The spine of my army gone I was off the table by turn 4


----------



## Raizer Sabre (Nov 8, 2010)

Ratvan said:


> 1.5k Empire vs Skaven
> 
> Turn 2
> Plague cast with IF on greatswords, general and BSB left standing, passed onto halberd horde leaving 10 standing passed onto seconf halberd horde leaving 17 standing.
> ...


Yeah Plague is nasty. My earlier example of loads of Saurus and a few TG getting wiped was merely turn 1, which I forgot to mention


----------



## IanC (Sep 3, 2010)

Swift reform a unit of Skinks to face a unit of Grail Knights (which were facing away from the Skinks) to shoot them with Javelins... completely forgetting about a unit of Knights of the Realm in front of them.

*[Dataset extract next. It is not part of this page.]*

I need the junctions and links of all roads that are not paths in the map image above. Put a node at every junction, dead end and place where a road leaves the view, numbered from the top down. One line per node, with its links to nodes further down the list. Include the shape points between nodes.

Next turn, they got wiped out via a charge in the flank. Oops.


----------



## Vaz (Mar 19, 2008)

18 Chaos Trolls and Throgg decide to charge an enemy horde of Greatswords, kills loads for no losses, and only get stronger thanks to Mutant Regeneration. Stubborn Ld 10 passes, however.

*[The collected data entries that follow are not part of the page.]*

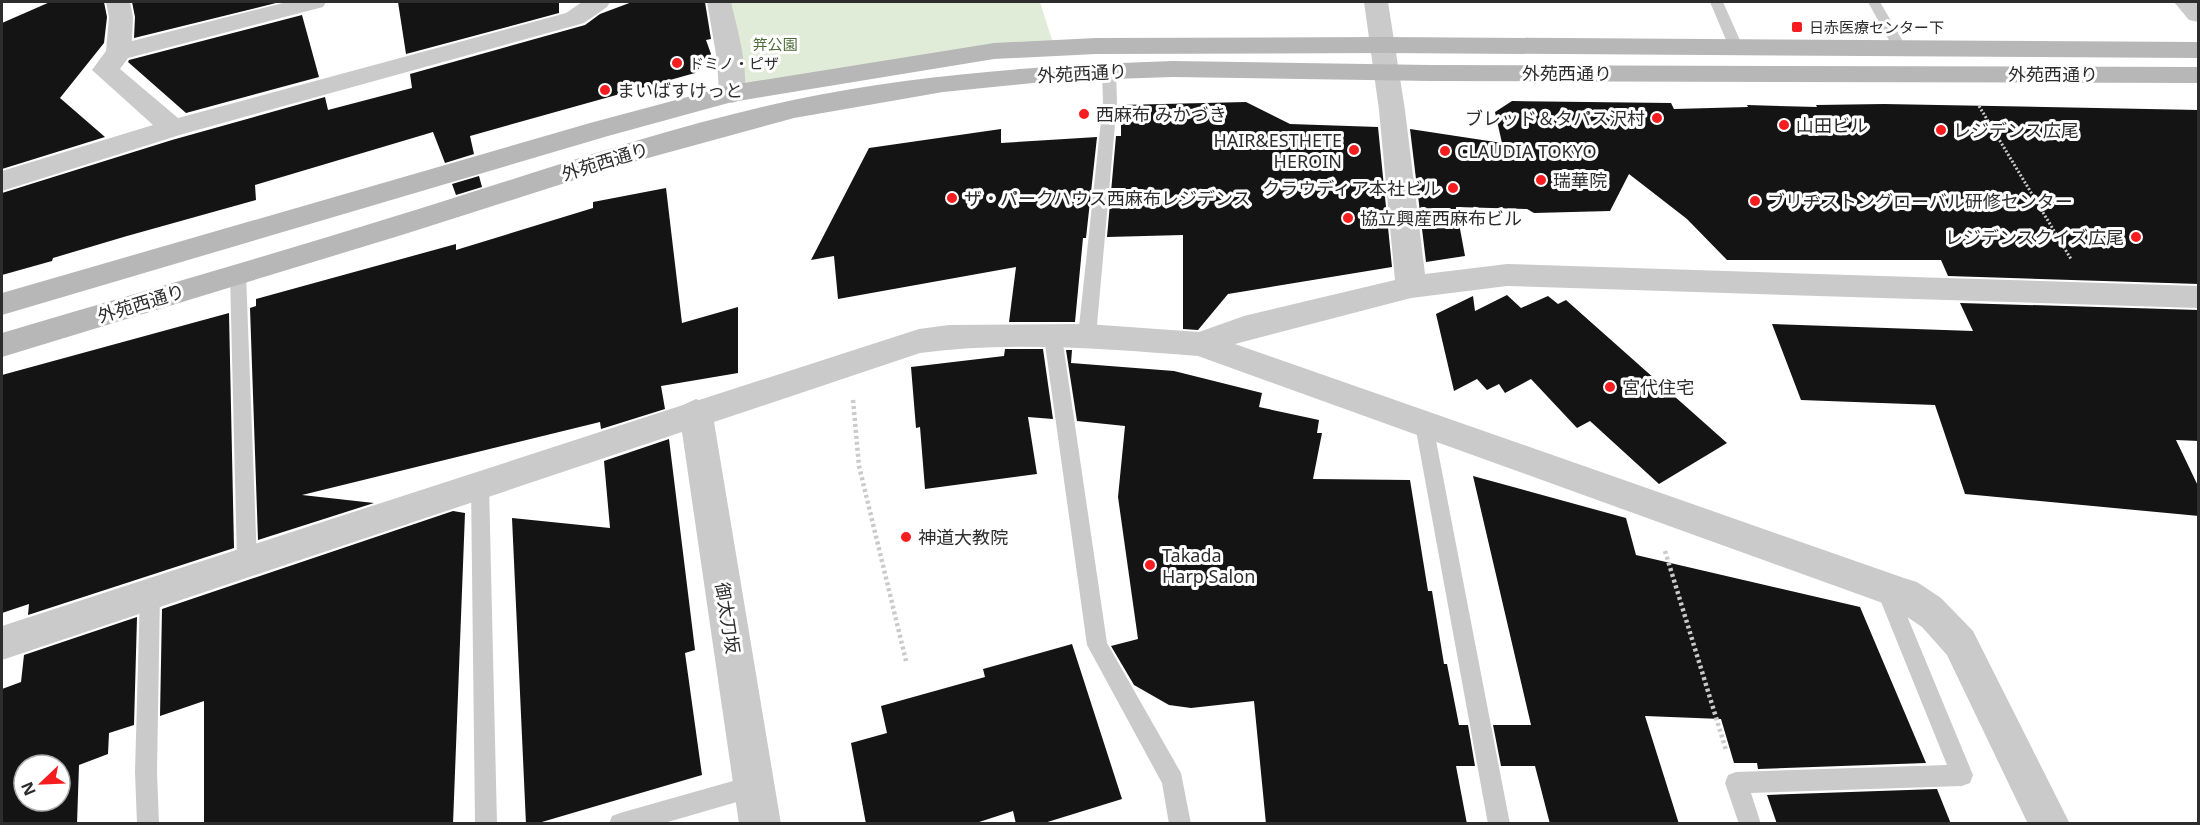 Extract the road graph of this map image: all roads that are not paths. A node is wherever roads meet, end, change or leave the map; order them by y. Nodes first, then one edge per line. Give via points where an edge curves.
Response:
1 (118, 2) edge
2 (314, 2) edge
3 (598, 2) edge
4 (719, 2) edge
5 (1376, 2) edge
6 (1716, 2) edge
7 (1874, 2) edge
8 (2186, 2) edge
9 (2199, 15) edge
10 (1382, 45) junction
11 (1736, 47) junction
12 (1901, 50) junction
13 (2199, 50) edge
14 (119, 52) junction
15 (1108, 71) junction
16 (1385, 73) junction
17 (2199, 75) edge
18 (732, 94) junction
19 (173, 128) junction
20 (2, 181) edge
21 (238, 274) junction
22 (1411, 287) junction
23 (2199, 297) edge
24 (2, 304) edge
25 (1087, 336) junction
26 (1053, 337) junction
27 (1200, 344) junction
28 (2, 345) edge
29 (696, 412) junction
30 (1424, 425) junction
31 (480, 486) junction
32 (247, 561) junction
33 (1886, 588) junction
34 (150, 594) junction
35 (2, 643) edge
36 (754, 786) junction
37 (148, 824) edge
38 (486, 824) edge
39 (620, 824) edge
40 (760, 824) edge
41 (1180, 824) edge
42 (1500, 824) edge
43 (1750, 824) edge
44 (2050, 824) edge

1 - 14 street
2 - 14 street
3 - 19 street via 575,18
4 - 18 street
5 - 10 street
6 - 11 lane
7 - 12 lane
8 - 9 street
10 - 11 main road, 外苑西通り
10 - 16 street
10 - 18 main road, 外苑西通り via 1096,46 994,51
11 - 12 main road, 外苑西通り
12 - 13 main road, 外苑西通り
14 - 19 street via 105,70
15 - 16 main road, 外苑西通り
15 - 21 main road, 外苑西通り via 943,84 794,109 605,160
15 - 25 lane via 1110,102
16 - 17 main road, 外苑西通り
16 - 22 street
18 - 24 main road, 外苑西通り via 588,132
19 - 20 street
21 - 28 main road, 外苑西通り
21 - 32 lane
22 - 23 street via 1507,274
22 - 27 street via 1258,325
25 - 26 street
25 - 27 street
26 - 29 street via 932,338
26 - 41 lane via 1098,645 1173,781
27 - 30 street
29 - 31 street
29 - 36 street, 御太刀坂
30 - 33 street
30 - 42 lane
31 - 32 street
31 - 38 lane
32 - 34 street
33 - 43 lane via 1962,775 1736,783
33 - 44 street via 1921,603 1940,618 1960,643
34 - 35 street
34 - 37 lane
36 - 39 lane
36 - 40 street, 御太刀坂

Empire players turn - cannonball kills my defensive wizard.

Irresistible Force Flaming Sword of Rhuin and failed to dispel Speed of Light.

I'm up against ASF Flaming 2+ to wound Greatswords with 40 Attacks. Lost 8 Trolls that turn.


----------



## IadUmboros (Aug 9, 2010)

An extreme example, but I watched a game in store where a Lizardman player lost in his first turn before his opponent had a chance to do anything. I'll call him James, because that's his name.

James plays with a hoard of Temple Guard with Slann mage (think he also ran a hoard of Saurus with some chameleon skinks and salamanders). He moved, cast a spell with the Slann and miscast. The slann disappeared in a puff of smoke, winning his opponent the game as it was the capture the standards scenario.

James cried, the rest of us are still laughing.


----------



## AAAAAAAAARRRGGHH (Apr 17, 2009)

1000 point local tourney, playing DE, 1st round I'm up against a pals really funny, but rather bad, all ethereal army bar a single corpse cart.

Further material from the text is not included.